OTTO  -  Que é que minha mulher está fofocando?

LIA  -  Estava dizendo ao Baby que você está ansioso para falar com ele.

OS DOIS TROCARAM OLHARES ENFURECIDOS.

OTTO MULLER ERGUEU A MÃO EM SINAL DE PAZ E SE DIRIGIU AO RECÉM-CHEGADO CHEIO DE FINGIMENTO.

OTTO  -  Sente-se, meu priminho...

BABY  -  (enojado com a atitude falsa do parente) Estou bem de pé. Vai dizendo o que você quer.

OTTO  -  Quero apenas lhe fazer uma pergunta: o que você pretende fazer da sua vida? Digo... com relação às minas. Não podemos fugir a uma realidade...

BABY  -  Eu pretendo... talvez... voltar a administrar totalmente...

OTTO  -  (piscou o olho, maliciosamente) Muito bem. Mas como você irá administrá-las, se elas não lhe pertencem?

BABY  -  Você está louco. Eu ganhei a causa na justiça no caso da herança Liberato.

OTTO  -  Sim... você ganhou... mas não tem direito à herança... porque não é filho do titio Liberato.

BABY  -  Isto não vem ao caso. Legalmente eu sou filho dele. E não há quem prove o contrário. E se eu fosse adotivo... não teria o mesmo direito?

OTTO  -  Aí é que você se engana. Existem provas... provas terríveis contra... contra sua mamãezinha...

BABY  -  (aborreceu-se) Não fale do que você não sabe!

OTTO  -  Sua mamãezinha que traiu titio Liberato...

BABY  -  (virando as costas ao primo) Prefiro não falar sobre isso...

OTTO  -  Mas temos de falar. É a segurança e a honra de uma família que estão em jogo.

BABY  -  Onde você quer chegar?

OTTO  -  Quero apenas que você tenha escrúpulos de não aceitar esta herança... sendo filho de quem é. Sua mãe não passa de uma usurpadora, uma vigarista, uma aventureira...

BABY DEU UM SALTO, PUNHOS FECHADOS, TENTANDO INVESTIR CONTRA O OUTRO. AS DUAS MULHERES COLOCARAM-SE ENTRE OS HOMENS ENFURECIDOS. BABY PÁLIDO DE ÓDIO. OTTO SORRIDENTE E FRIO.

BABY  -  Veja lá como fala da minha mãe. Ela está morta e exijo que a respeitem!

OTTO  -  (com expressão demoníaca) Não! Ela não está morta! (babava-se de prazer ante a revelação da verdade guardada em segredo há mais de 25 anos) Ela não está morta e se encontra nesta cidade para nos espicaçar, nos envergonhar...

BABY  -  Do que está falando?

OTTO  -  Da sua mãezinha, ora! Ou melhor... estou falando da dona do cabaré, da cafetina... da Naná!
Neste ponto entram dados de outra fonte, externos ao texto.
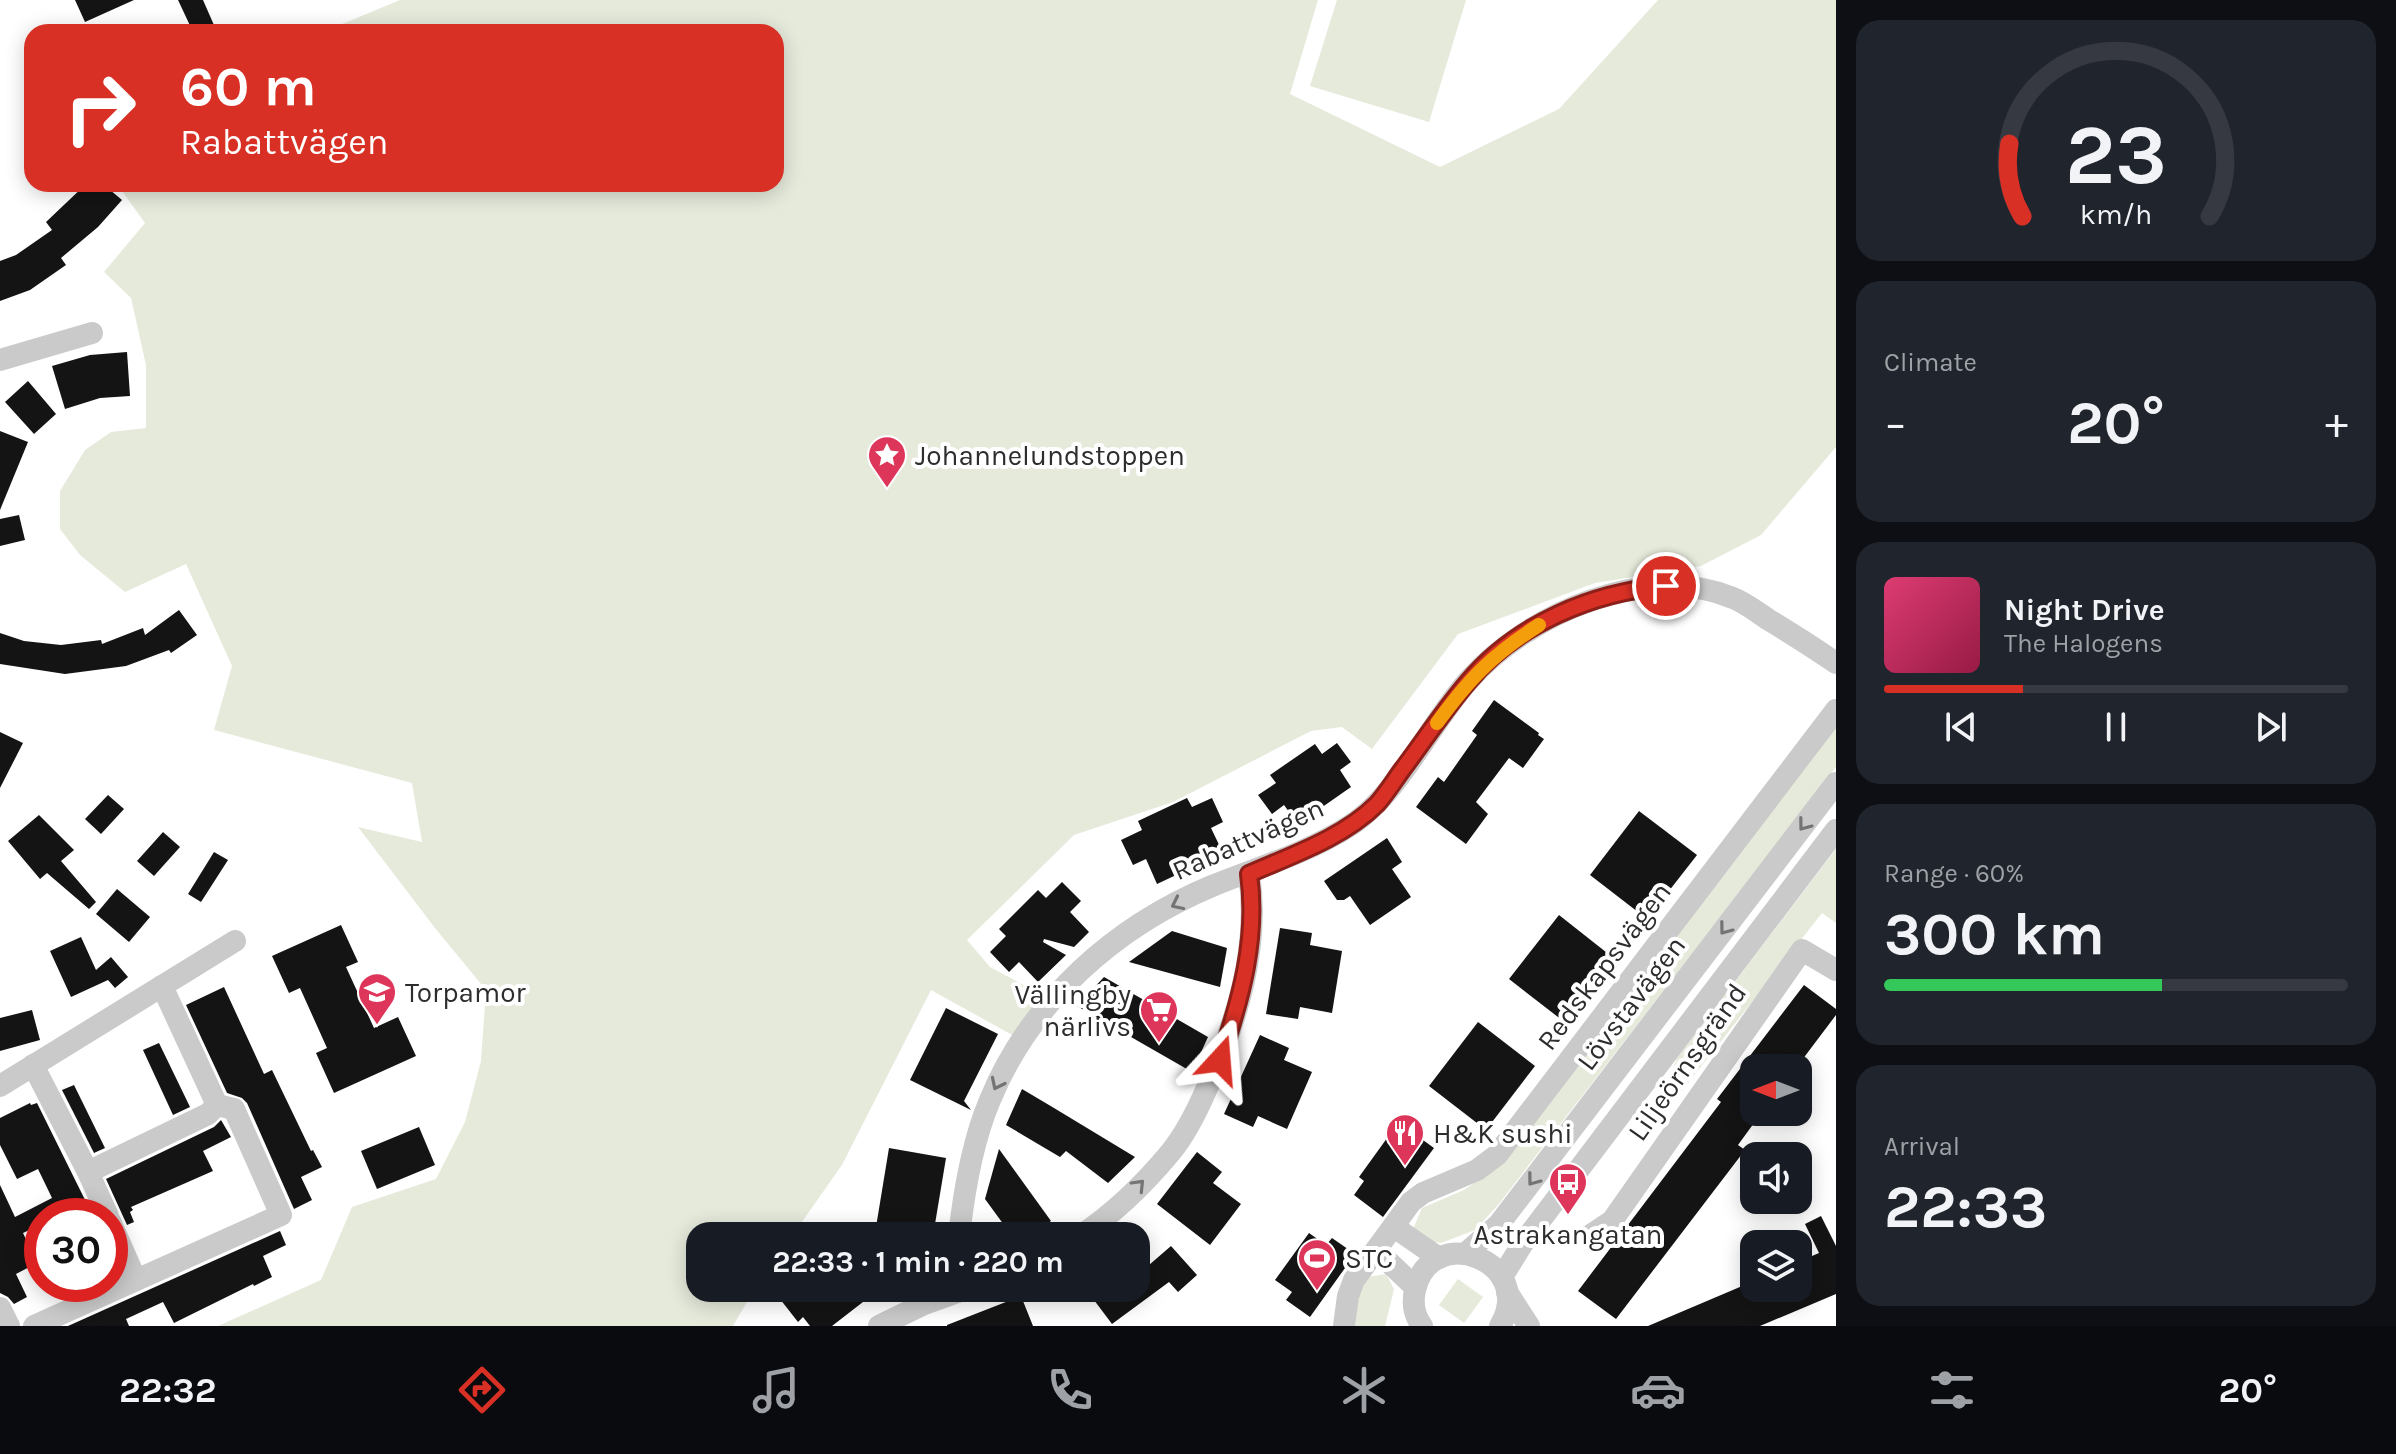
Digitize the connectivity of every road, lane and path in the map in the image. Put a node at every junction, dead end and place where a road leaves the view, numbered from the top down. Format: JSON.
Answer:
{"nodes":[{"id":1,"x":92,"y":333,"type":"dead end"},
{"id":2,"x":0,"y":360,"type":"edge"},
{"id":3,"x":1836,"y":663,"type":"edge"},
{"id":4,"x":1836,"y":710,"type":"edge"},
{"id":5,"x":1836,"y":783,"type":"edge"},
{"id":6,"x":1836,"y":830,"type":"edge"},
{"id":7,"x":1249,"y":874,"type":"junction"},
{"id":8,"x":235,"y":941,"type":"dead end"},
{"id":9,"x":1836,"y":970,"type":"edge"},
{"id":10,"x":162,"y":986,"type":"junction"},
{"id":11,"x":33,"y":1065,"type":"junction"},
{"id":12,"x":0,"y":1086,"type":"edge"},
{"id":13,"x":217,"y":1105,"type":"junction"},
{"id":14,"x":88,"y":1172,"type":"junction"},
{"id":15,"x":100,"y":1198,"type":"edge"},
{"id":16,"x":961,"y":1222,"type":"edge"},
{"id":17,"x":1097,"y":1222,"type":"edge"},
{"id":18,"x":1394,"y":1227,"type":"junction"},
{"id":19,"x":1591,"y":1235,"type":"dead end"},
{"id":20,"x":1376,"y":1250,"type":"junction"},
{"id":21,"x":1466,"y":1253,"type":"junction"},
{"id":22,"x":1439,"y":1258,"type":"junction"},
{"id":23,"x":128,"y":1262,"type":"edge"},
{"id":24,"x":136,"y":1280,"type":"junction"},
{"id":25,"x":1504,"y":1284,"type":"junction"},
{"id":26,"x":1415,"y":1287,"type":"junction"},
{"id":27,"x":930,"y":1302,"type":"edge"},
{"id":28,"x":0,"y":1308,"type":"edge"},
{"id":29,"x":1418,"y":1324,"type":"edge"},
{"id":30,"x":9,"y":1326,"type":"edge"},
{"id":31,"x":34,"y":1326,"type":"edge"},
{"id":32,"x":879,"y":1326,"type":"edge"},
{"id":33,"x":1344,"y":1326,"type":"edge"},
{"id":34,"x":1500,"y":1326,"type":"edge"},
{"id":35,"x":1529,"y":1326,"type":"edge"}],
"edges":[{"from":1,"to":2,"type":"street"},
{"from":3,"to":7,"type":"street","name":"Rabattvägen"},
{"from":4,"to":18,"type":"street","name":"Redskapsvägen"},
{"from":5,"to":21,"type":"street","name":"Lövstavägen","one_way":true},
{"from":6,"to":25,"type":"street"},
{"from":7,"to":16,"type":"street","name":"Rabattvägen","one_way":true},
{"from":17,"to":7,"type":"street","one_way":true},
{"from":8,"to":10,"type":"street"},
{"from":9,"to":19,"type":"street","name":"Liljeörnsgränd"},
{"from":10,"to":11,"type":"street"},
{"from":10,"to":13,"type":"street"},
{"from":11,"to":12,"type":"street"},
{"from":11,"to":14,"type":"street"},
{"from":13,"to":14,"type":"street"},
{"from":13,"to":24,"type":"street"},
{"from":14,"to":15,"type":"street"},
{"from":18,"to":20,"type":"street","name":"Redskapsvägen"},
{"from":18,"to":22,"type":"street"},
{"from":20,"to":26,"type":"street"},
{"from":20,"to":33,"type":"street","name":"Redskapsvägen"},
{"from":21,"to":22,"type":"street"},
{"from":21,"to":25,"type":"street"},
{"from":22,"to":26,"type":"street"},
{"from":23,"to":24,"type":"street"},
{"from":24,"to":31,"type":"street"},
{"from":25,"to":34,"type":"street"},
{"from":25,"to":35,"type":"street"},
{"from":26,"to":29,"type":"street"},
{"from":27,"to":32,"type":"street"},
{"from":28,"to":30,"type":"street"}]}
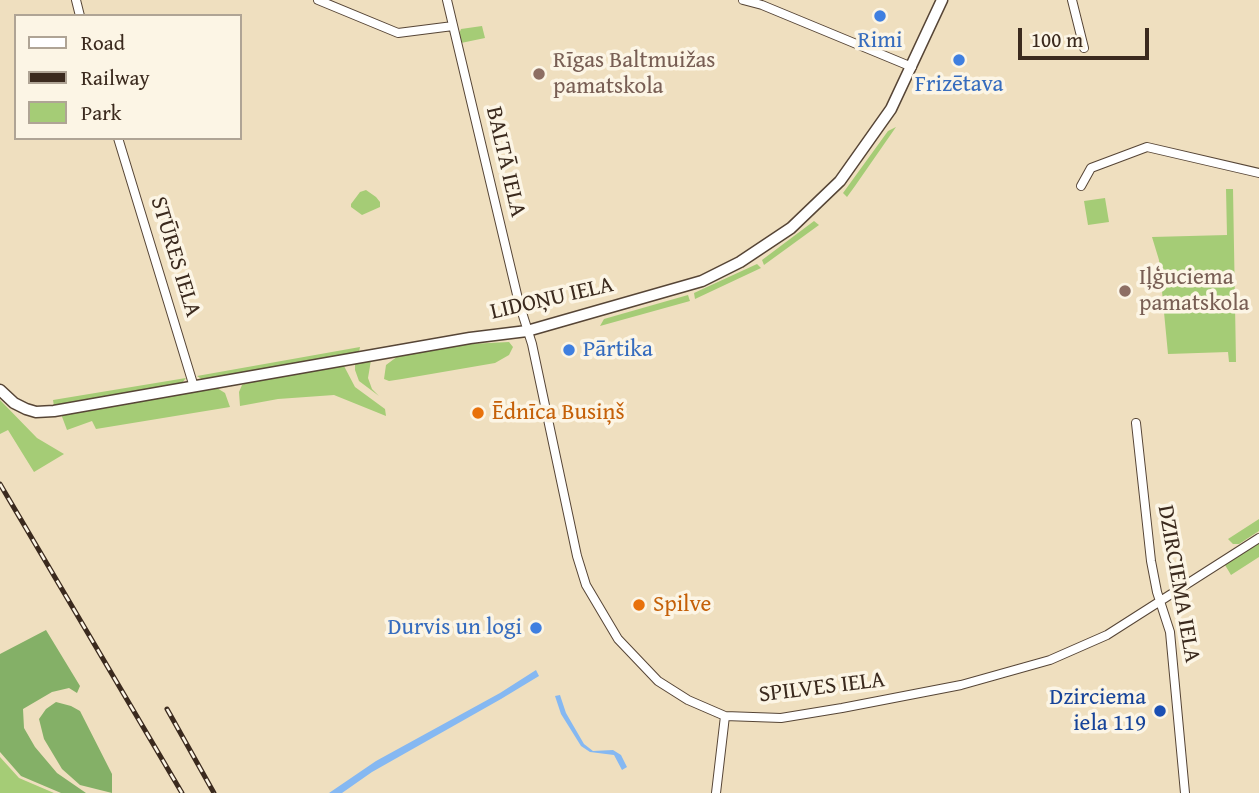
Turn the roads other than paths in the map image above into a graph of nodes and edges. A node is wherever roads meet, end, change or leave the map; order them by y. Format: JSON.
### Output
{"nodes":[{"id":1,"x":318,"y":0,"type":"edge"},
{"id":2,"x":447,"y":0,"type":"edge"},
{"id":3,"x":743,"y":0,"type":"edge"},
{"id":4,"x":942,"y":0,"type":"edge"},
{"id":5,"x":1072,"y":0,"type":"edge"},
{"id":6,"x":453,"y":26,"type":"junction"},
{"id":7,"x":1084,"y":48,"type":"dead end"},
{"id":8,"x":912,"y":67,"type":"junction"},
{"id":9,"x":119,"y":140,"type":"edge"},
{"id":10,"x":1259,"y":173,"type":"edge"},
{"id":11,"x":1081,"y":186,"type":"dead end"},
{"id":12,"x":527,"y":331,"type":"junction"},
{"id":13,"x":194,"y":387,"type":"junction"},
{"id":14,"x":0,"y":390,"type":"edge"},
{"id":15,"x":1136,"y":423,"type":"dead end"},
{"id":16,"x":1259,"y":538,"type":"edge"},
{"id":17,"x":1160,"y":603,"type":"junction"},
{"id":18,"x":725,"y":716,"type":"junction"},
{"id":19,"x":716,"y":793,"type":"edge"},
{"id":20,"x":1185,"y":793,"type":"edge"}],
"edges":[{"from":1,"to":6,"type":"street"},
{"from":2,"to":6,"type":"street","name":"BALTĀ IELA"},
{"from":3,"to":8,"type":"street"},
{"from":4,"to":8,"type":"street","name":"LIDOŅU IELA"},
{"from":5,"to":7,"type":"street"},
{"from":6,"to":12,"type":"street","name":"BALTĀ IELA"},
{"from":8,"to":12,"type":"street","name":"LIDOŅU IELA"},
{"from":9,"to":13,"type":"street","name":"STŪRES IELA"},
{"from":10,"to":11,"type":"street"},
{"from":12,"to":13,"type":"street","name":"LIDOŅU IELA"},
{"from":12,"to":18,"type":"street","name":"SPILVES IELA"},
{"from":13,"to":14,"type":"street","name":"LIDOŅU IELA"},
{"from":15,"to":17,"type":"street","name":"DZIRCIEMA IELA"},
{"from":16,"to":17,"type":"street","name":"SPILVES IELA"},
{"from":17,"to":18,"type":"street","name":"SPILVES IELA"},
{"from":17,"to":20,"type":"street","name":"DZIRCIEMA IELA"},
{"from":18,"to":19,"type":"street"}]}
BABY  -  Olha aqui, Otto! Se quer fazer brincadeira... vá fazer com sua própria mãe. Onde já se viu? Este cara é louco! Tenha paciência! Não vim aqui para ouvir você dizer sandices!

INCONTINENTI, ENCAMINHOU-SE PARA A PORTA DE SAÍDA. OUVIU A VOZ FINA E IRRITANTE DA TIA.

CATARINA  -  Otto não está brincando. É a verdade, Baby!

BABY  -  (parou sem se voltar para os presentes; fixava o chão) Mas... será possível? Até a senhora! A troco de quê, essa gozação pra cima de mim?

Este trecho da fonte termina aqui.